Exercise aim — Which lines of the material hold the word "roads"? Copy each one.

|---|

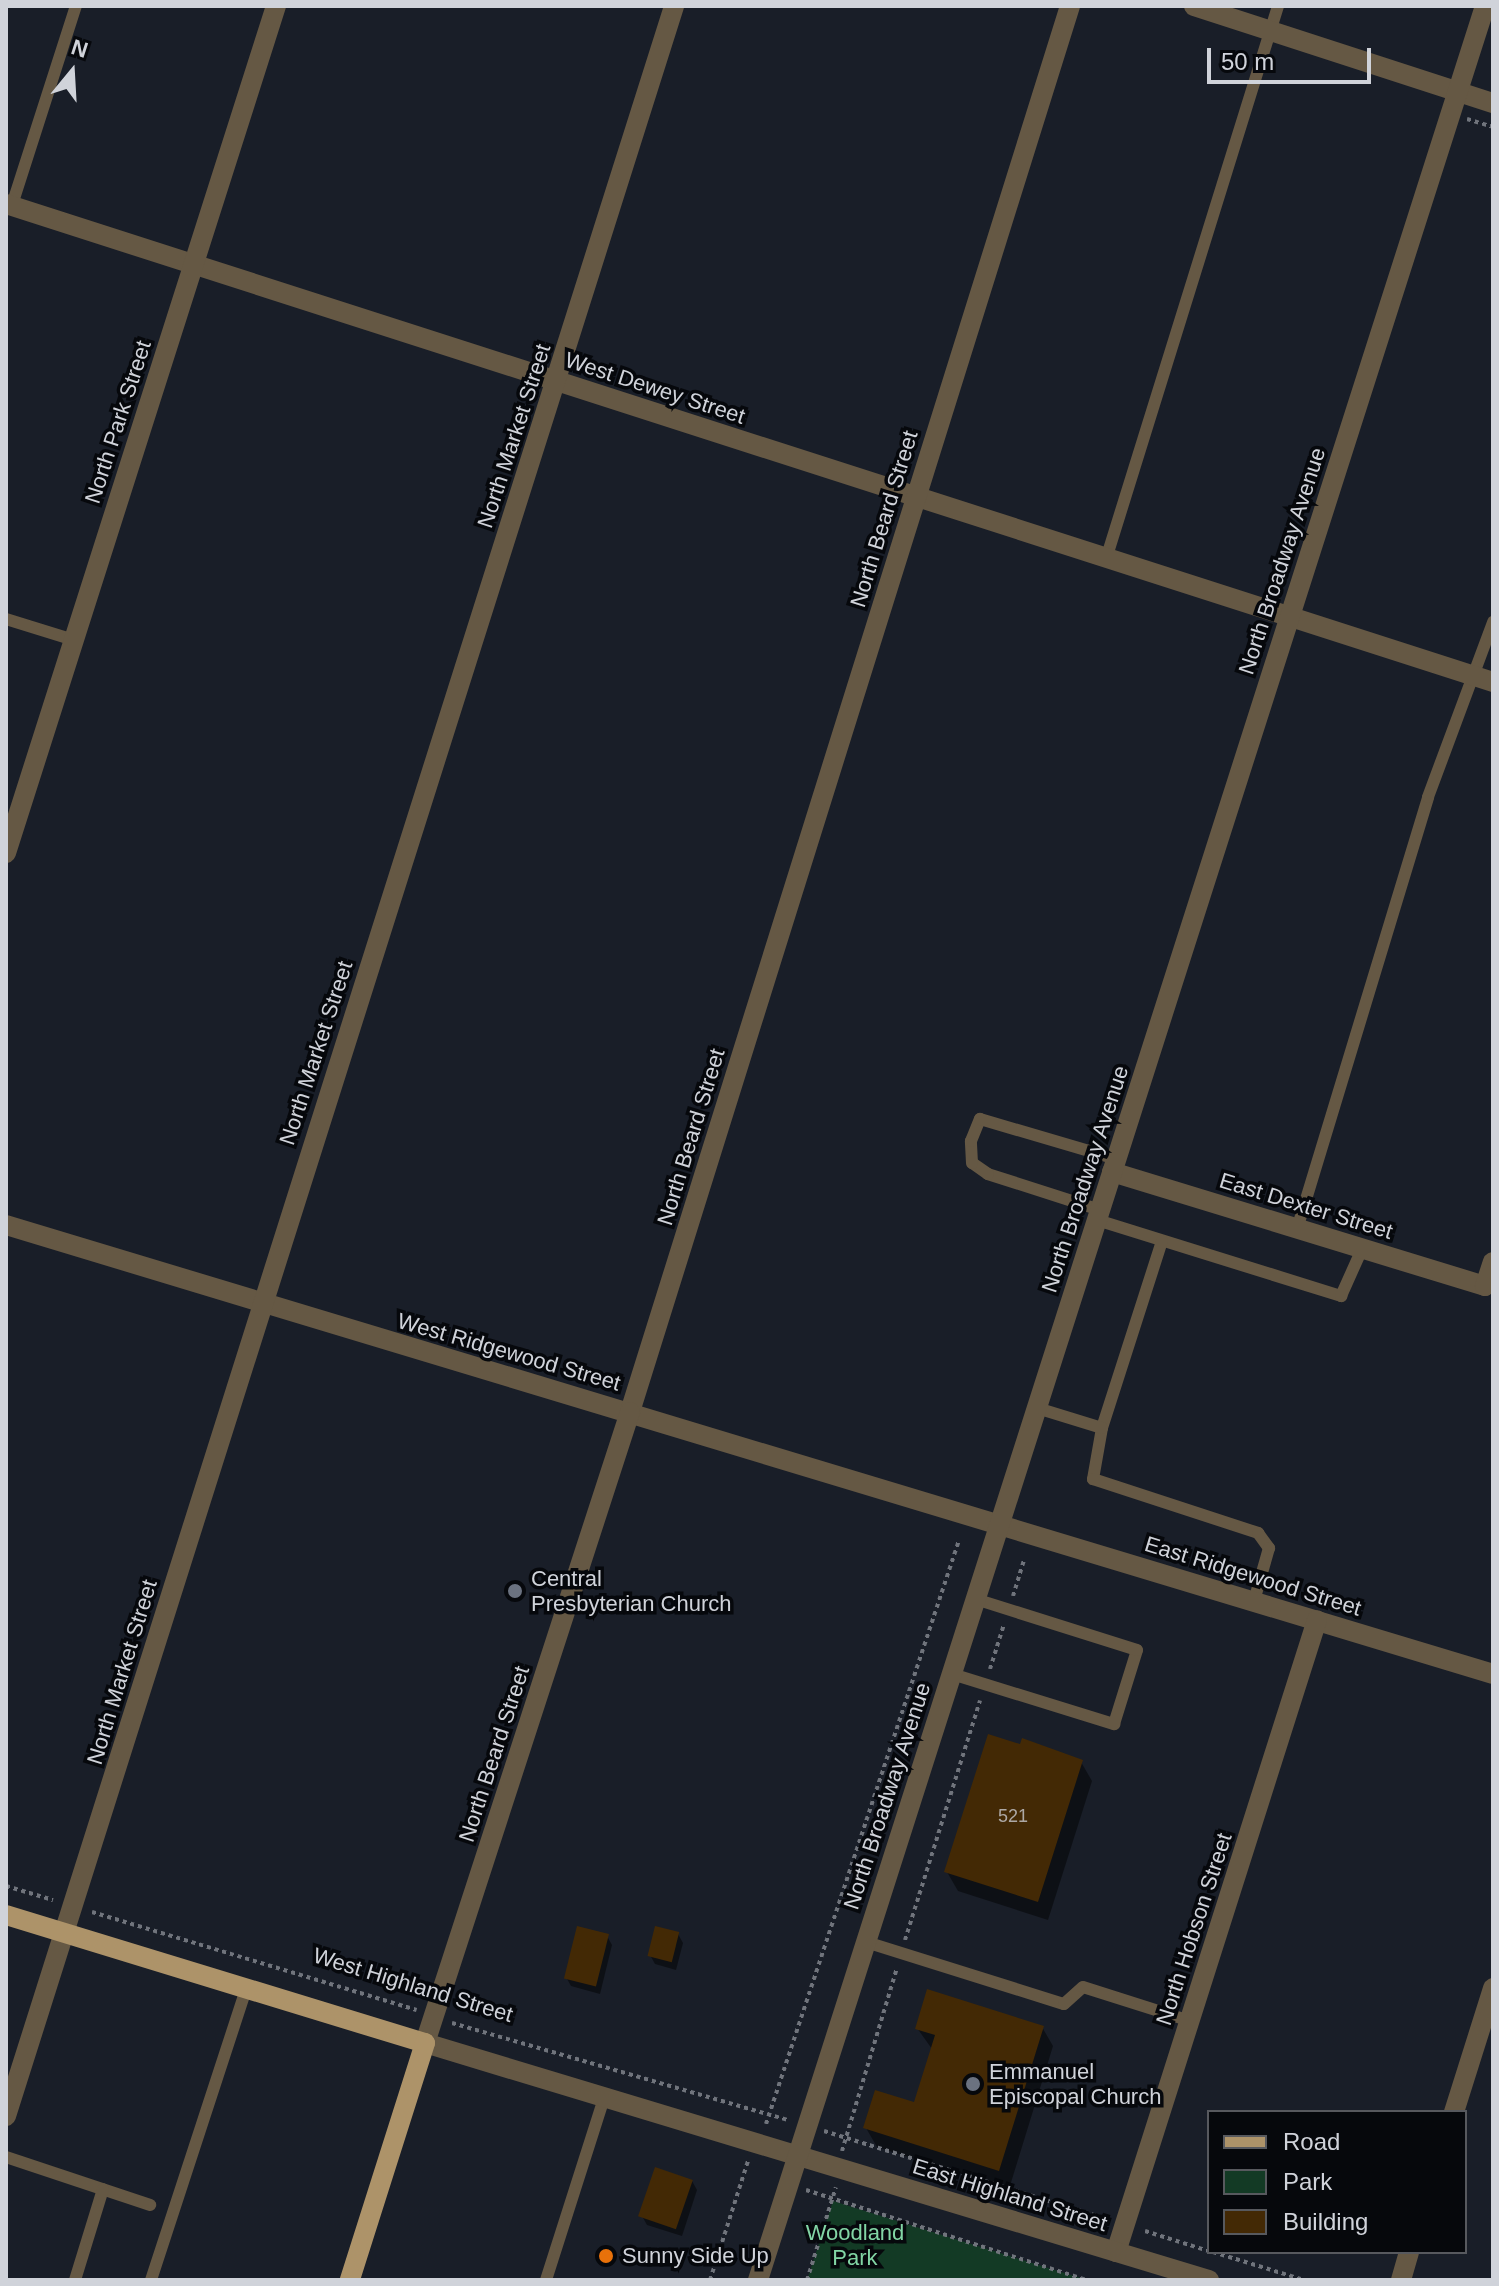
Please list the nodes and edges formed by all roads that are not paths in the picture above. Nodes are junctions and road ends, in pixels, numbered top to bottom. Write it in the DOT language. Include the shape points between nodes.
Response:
graph roads {
  1 [pos="76,6"];
  2 [pos="276,6"];
  3 [pos="674,6"];
  4 [pos="1070,6"];
  5 [pos="1194,6"];
  6 [pos="1278,6"];
  7 [pos="1485,6"];
  8 [pos="1271,30"];
  9 [pos="1457,92"];
  10 [pos="1493,103"];
  11 [pos="9,204"];
  12 [pos="192,266"];
  13 [pos="557,382"];
  14 [pos="916,497"];
  15 [pos="1106,559"];
  16 [pos="1289,618"];
  17 [pos="6,619"];
  18 [pos="1493,622"];
  19 [pos="74,640"];
  20 [pos="1484,679"];
  21 [pos="6,853"];
  22 [pos="1114,1166"];
  23 [pos="1098,1215"];
  24 [pos="6,1225"];
  25 [pos="1297,1229"];
  26 [pos="1162,1241"];
  27 [pos="1362,1249"];
  28 [pos="1493,1262"];
  29 [pos="261,1304"];
  30 [pos="1037,1408"];
  31 [pos="630,1412"];
  32 [pos="1102,1428"];
  33 [pos="1000,1524"];
  34 [pos="975,1599"];
  35 [pos="1254,1601"];
  36 [pos="1317,1620"];
  37 [pos="952,1674"];
  38 [pos="1493,1674"];
  39 [pos="6,1915"];
  40 [pos="66,1933"];
  41 [pos="866,1942"];
  42 [pos="1493,1988"];
  43 [pos="246,1989"];
  44 [pos="1190,2021"];
  45 [pos="425,2043"];
  46 [pos="604,2098"];
  47 [pos="1455,2110"];
  48 [pos="6,2116"];
  49 [pos="797,2156"];
  50 [pos="6,2157"];
  51 [pos="103,2189"];
  52 [pos="150,2205"];
  53 [pos="1116,2252"];
  54 [pos="1408,2254"];
  55 [pos="75,2280"];
  56 [pos="151,2280"];
  57 [pos="350,2280"];
  58 [pos="546,2280"];
  59 [pos="758,2280"];
  60 [pos="1209,2280"];
  61 [pos="1401,2280"];
  1 -- 11 [label="lane"];
  2 -- 12 [label="street, North Park Street"];
  3 -- 13 [label="street, North Market Street"];
  4 -- 14 [label="street, North Beard Street"];
  5 -- 8 [label="street"];
  6 -- 8 [label="lane"];
  7 -- 9 [label="street, North Broadway Avenue"];
  8 -- 9 [label="street"];
  8 -- 15 [label="lane"];
  9 -- 10 [label="street"];
  9 -- 16 [label="street, North Broadway Avenue"];
  11 -- 12 [label="street, West Dewey Street"];
  12 -- 13 [label="street, West Dewey Street"];
  12 -- 19 [label="street, North Park Street"];
  13 -- 14 [label="street, West Dewey Street"];
  13 -- 29 [label="street, North Market Street"];
  14 -- 15 [label="street, West Dewey Street"];
  14 -- 31 [label="street, North Beard Street"];
  15 -- 16 [label="street, West Dewey Street"];
  16 -- 20 [label="street, West Dewey Street"];
  16 -- 22 [label="street, North Broadway Avenue"];
  17 -- 19 [label="lane"];
  18 -- 20 [label="lane"];
  19 -- 21 [label="street, North Park Street"];
  20 -- 25 [label="lane" via="1428,797"];
  22 -- 23 [label="street, North Broadway Avenue"];
  22 -- 23 [label="lane" via="980,1119 971,1141 972,1163 988,1174"];
  22 -- 25 [label="street, East Dexter Street"];
  23 -- 26 [label="lane"];
  23 -- 30 [label="street, North Broadway Avenue"];
  24 -- 29 [label="street, West Ridgewood Street"];
  25 -- 27 [label="street, East Dexter Street"];
  26 -- 27 [label="lane" via="1341,1296"];
  26 -- 32 [label="lane"];
  27 -- 28 [label="street, East Dexter Street" via="1485,1286"];
  29 -- 31 [label="street, West Ridgewood Street"];
  29 -- 40 [label="street, North Market Street"];
  30 -- 32 [label="lane"];
  30 -- 33 [label="street, North Broadway Avenue"];
  31 -- 33 [label="street, West Ridgewood Street"];
  31 -- 45 [label="street, North Beard Street"];
  32 -- 35 [label="lane" via="1093,1479 1258,1533 1269,1548"];
  33 -- 34 [label="street, North Broadway Avenue"];
  33 -- 35 [label="street, East Ridgewood Street"];
  34 -- 37 [label="street, North Broadway Avenue"];
  34 -- 37 [label="lane" via="1137,1650 1128,1680 1114,1724"];
  35 -- 36 [label="street, East Ridgewood Street"];
  36 -- 38 [label="street, East Ridgewood Street"];
  36 -- 44 [label="street, North Hobson Street"];
  37 -- 41 [label="street, North Broadway Avenue"];
  39 -- 40 [label="main road"];
  40 -- 43 [label="main road"];
  40 -- 48 [label="street, North Market Street"];
  41 -- 44 [label="lane" via="1064,2004 1083,1987"];
  41 -- 49 [label="street, North Broadway Avenue"];
  42 -- 47 [label="street"];
  43 -- 45 [label="main road"];
  43 -- 56 [label="lane"];
  44 -- 53 [label="street, North Hobson Street"];
  45 -- 46 [label="street"];
  45 -- 57 [label="main road, North Beard Street"];
  46 -- 49 [label="street"];
  46 -- 58 [label="lane"];
  49 -- 53 [label="street, East Highland Street"];
  49 -- 59 [label="street, North Broadway Avenue"];
  50 -- 51 [label="lane"];
  51 -- 52 [label="lane"];
  51 -- 55 [label="lane"];
  53 -- 60 [label="street, East Highland Street"];
  54 -- 61 [label="street"];
}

|---|

Solution to this problem —
Please list the nodes and edges formed by all roads that are not paths in the picture above. Nodes are junctions and road ends, in pixels, numbered top to bottom. Write it in the DOT language. Include the shape points between nodes.
graph roads {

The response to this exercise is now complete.